BRIEF DESCRIPTION OF THE DRAWINGS

[0007] Figure 1 is a simplified diagram illustrating the misalignment of a drone aircraft to an docking station.

[0008] Figure 2 is a simplified block diagram illustrating a representative autonomous drone aircraft according to one or more modalities.

[0009] Figure 3 is a simplified diagram illustrating the drone's displacement along the z axis with respect to an anchoring station.

[0010] Figure 4 is a simplified diagram showing a landing target outside the field of view (FOV) of the drone's camera when the drone is at a low altitude.

[0011] Figure 5 illustrates a constellation pattern of the fiducial marker in a representative square format according to one or more modalities.

[0012] Figure 6 illustrates a fiducial marker constellation pattern in a representative circular shape according to one or more modalities.
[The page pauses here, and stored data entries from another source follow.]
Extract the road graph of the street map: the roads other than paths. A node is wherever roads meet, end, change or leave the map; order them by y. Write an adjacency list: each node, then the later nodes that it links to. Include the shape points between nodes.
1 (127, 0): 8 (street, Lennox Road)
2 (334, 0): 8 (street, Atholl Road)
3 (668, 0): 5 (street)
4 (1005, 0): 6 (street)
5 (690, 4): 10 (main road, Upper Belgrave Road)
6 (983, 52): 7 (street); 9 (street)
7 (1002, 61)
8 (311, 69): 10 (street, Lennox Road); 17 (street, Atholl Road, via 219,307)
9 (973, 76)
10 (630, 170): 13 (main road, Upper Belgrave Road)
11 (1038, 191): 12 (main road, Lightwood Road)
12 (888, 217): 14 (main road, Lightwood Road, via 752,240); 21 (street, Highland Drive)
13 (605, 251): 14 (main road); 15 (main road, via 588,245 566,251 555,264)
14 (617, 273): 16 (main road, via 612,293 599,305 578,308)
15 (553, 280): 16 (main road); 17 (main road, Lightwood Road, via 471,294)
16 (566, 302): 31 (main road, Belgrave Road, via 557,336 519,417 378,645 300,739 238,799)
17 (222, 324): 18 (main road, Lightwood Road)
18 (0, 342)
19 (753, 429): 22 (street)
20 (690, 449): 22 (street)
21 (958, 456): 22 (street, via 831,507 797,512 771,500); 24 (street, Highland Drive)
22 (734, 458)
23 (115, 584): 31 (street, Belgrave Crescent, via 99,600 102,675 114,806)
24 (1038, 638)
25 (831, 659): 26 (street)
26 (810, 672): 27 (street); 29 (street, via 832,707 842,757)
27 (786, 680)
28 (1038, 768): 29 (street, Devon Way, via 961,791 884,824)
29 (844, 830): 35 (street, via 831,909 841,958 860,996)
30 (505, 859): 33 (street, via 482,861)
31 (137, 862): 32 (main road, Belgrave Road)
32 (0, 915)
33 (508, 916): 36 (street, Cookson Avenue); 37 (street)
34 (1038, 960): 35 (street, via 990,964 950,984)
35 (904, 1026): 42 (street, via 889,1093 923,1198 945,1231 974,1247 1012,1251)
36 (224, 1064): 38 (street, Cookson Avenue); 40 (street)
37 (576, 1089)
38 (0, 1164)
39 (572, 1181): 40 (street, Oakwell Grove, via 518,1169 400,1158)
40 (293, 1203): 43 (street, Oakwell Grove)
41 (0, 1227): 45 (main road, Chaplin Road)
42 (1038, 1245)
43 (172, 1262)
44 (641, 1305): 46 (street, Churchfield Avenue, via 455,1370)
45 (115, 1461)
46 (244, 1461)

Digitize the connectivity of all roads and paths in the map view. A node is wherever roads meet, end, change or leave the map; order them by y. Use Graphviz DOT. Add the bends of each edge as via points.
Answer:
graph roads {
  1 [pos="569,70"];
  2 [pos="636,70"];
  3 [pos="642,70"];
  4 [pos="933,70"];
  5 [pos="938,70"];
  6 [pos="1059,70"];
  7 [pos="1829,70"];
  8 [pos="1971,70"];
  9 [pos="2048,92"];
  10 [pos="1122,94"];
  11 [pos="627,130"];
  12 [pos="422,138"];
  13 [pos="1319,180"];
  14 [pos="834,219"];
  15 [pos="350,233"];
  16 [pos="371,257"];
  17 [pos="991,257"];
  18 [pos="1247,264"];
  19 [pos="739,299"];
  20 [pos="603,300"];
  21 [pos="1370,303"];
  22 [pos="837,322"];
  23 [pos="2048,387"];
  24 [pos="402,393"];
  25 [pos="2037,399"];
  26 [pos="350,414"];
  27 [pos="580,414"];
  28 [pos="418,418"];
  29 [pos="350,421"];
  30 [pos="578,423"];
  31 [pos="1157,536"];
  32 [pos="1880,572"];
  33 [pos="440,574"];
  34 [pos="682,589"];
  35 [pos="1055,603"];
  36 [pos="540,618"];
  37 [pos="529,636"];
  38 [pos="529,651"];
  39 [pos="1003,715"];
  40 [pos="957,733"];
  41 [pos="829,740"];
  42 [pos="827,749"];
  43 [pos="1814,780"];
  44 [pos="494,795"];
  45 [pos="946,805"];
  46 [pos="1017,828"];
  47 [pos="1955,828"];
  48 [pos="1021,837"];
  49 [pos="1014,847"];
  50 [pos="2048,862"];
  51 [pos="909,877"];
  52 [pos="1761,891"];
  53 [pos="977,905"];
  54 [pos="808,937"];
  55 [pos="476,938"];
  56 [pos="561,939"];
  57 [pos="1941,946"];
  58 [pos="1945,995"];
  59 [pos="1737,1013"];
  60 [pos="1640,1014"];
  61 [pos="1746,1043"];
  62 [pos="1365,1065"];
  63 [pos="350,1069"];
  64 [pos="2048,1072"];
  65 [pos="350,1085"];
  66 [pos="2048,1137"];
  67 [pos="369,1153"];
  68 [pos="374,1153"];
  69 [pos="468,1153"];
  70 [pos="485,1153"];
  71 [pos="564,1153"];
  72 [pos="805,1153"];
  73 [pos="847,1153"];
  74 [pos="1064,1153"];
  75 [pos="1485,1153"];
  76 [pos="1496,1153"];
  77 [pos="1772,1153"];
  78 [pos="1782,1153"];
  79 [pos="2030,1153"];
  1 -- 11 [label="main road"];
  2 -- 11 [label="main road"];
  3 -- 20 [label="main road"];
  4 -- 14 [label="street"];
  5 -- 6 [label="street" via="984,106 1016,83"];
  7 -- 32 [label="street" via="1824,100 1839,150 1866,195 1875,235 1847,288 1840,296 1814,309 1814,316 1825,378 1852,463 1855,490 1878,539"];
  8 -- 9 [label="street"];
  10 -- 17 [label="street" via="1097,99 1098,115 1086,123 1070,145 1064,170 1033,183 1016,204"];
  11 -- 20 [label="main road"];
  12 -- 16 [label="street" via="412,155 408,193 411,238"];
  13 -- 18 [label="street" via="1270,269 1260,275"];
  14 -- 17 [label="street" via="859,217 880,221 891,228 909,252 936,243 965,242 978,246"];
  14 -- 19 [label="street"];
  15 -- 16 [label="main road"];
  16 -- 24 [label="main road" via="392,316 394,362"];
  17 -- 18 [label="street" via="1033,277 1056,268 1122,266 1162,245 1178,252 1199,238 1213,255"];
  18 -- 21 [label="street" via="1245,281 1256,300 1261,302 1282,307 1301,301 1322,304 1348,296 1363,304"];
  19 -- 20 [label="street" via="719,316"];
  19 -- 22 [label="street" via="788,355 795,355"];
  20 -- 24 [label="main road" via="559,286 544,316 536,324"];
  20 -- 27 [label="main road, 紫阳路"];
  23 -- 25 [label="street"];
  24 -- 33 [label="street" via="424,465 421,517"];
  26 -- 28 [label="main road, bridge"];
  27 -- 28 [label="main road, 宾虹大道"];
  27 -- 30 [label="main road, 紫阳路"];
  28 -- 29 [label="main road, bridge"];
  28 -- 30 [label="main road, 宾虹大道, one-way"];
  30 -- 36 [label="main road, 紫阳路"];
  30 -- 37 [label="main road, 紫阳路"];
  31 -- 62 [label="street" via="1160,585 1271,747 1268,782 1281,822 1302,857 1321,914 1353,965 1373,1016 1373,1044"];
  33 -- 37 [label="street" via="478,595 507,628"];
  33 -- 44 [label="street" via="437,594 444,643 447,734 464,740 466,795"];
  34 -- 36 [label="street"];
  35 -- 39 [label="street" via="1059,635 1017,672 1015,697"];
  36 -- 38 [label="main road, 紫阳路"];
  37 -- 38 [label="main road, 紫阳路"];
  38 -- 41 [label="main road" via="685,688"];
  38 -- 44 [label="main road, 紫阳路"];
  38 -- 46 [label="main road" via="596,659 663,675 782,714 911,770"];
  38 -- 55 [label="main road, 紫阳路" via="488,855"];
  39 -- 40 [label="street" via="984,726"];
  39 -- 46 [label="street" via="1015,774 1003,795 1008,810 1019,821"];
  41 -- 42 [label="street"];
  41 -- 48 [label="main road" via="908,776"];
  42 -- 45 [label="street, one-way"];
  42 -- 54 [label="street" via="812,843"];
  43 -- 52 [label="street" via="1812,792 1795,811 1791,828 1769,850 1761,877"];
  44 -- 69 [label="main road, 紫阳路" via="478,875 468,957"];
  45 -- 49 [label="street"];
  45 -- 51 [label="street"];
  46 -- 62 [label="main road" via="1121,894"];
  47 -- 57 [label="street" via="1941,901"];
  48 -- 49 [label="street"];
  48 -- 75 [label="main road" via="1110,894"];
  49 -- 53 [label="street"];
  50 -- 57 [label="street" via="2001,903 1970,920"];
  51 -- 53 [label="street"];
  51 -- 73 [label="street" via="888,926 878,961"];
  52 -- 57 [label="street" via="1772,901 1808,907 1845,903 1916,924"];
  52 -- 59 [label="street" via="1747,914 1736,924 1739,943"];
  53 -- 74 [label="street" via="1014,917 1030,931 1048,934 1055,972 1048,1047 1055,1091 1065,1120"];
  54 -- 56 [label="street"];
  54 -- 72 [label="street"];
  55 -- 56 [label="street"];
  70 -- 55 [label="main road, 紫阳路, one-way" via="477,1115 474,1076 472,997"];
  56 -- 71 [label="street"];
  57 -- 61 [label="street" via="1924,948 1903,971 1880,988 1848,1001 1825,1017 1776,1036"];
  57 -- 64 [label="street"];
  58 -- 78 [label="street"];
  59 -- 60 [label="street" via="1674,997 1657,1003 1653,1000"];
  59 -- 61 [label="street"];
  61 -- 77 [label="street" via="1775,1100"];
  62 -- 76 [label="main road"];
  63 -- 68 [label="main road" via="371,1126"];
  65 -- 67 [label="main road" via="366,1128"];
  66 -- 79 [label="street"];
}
[0013] Figure 7 illustrates a constellation pattern of the fiducial marker in a representative linear format according to one or more modalities.

[0014] Figure 8 illustrates a constellation pattern of the representative fiducial marker with a central fiducial according to one or more modalities.

[0015] Figure 9 shows a flow chart illustrating an exemplary process for using a set of active fiducial markers to precisely land a drone aircraft according to one or more modalities.

[0016] Similar or identical reference numerals are used to identify common or similar elements in the drawings.

DETAILED DESCRIPTION

[0017] Several modalities disclosed in this document refer to methods and systems to improve the accuracy of autonomous landings by the drone aircraft using fiducial markers active on landing targets.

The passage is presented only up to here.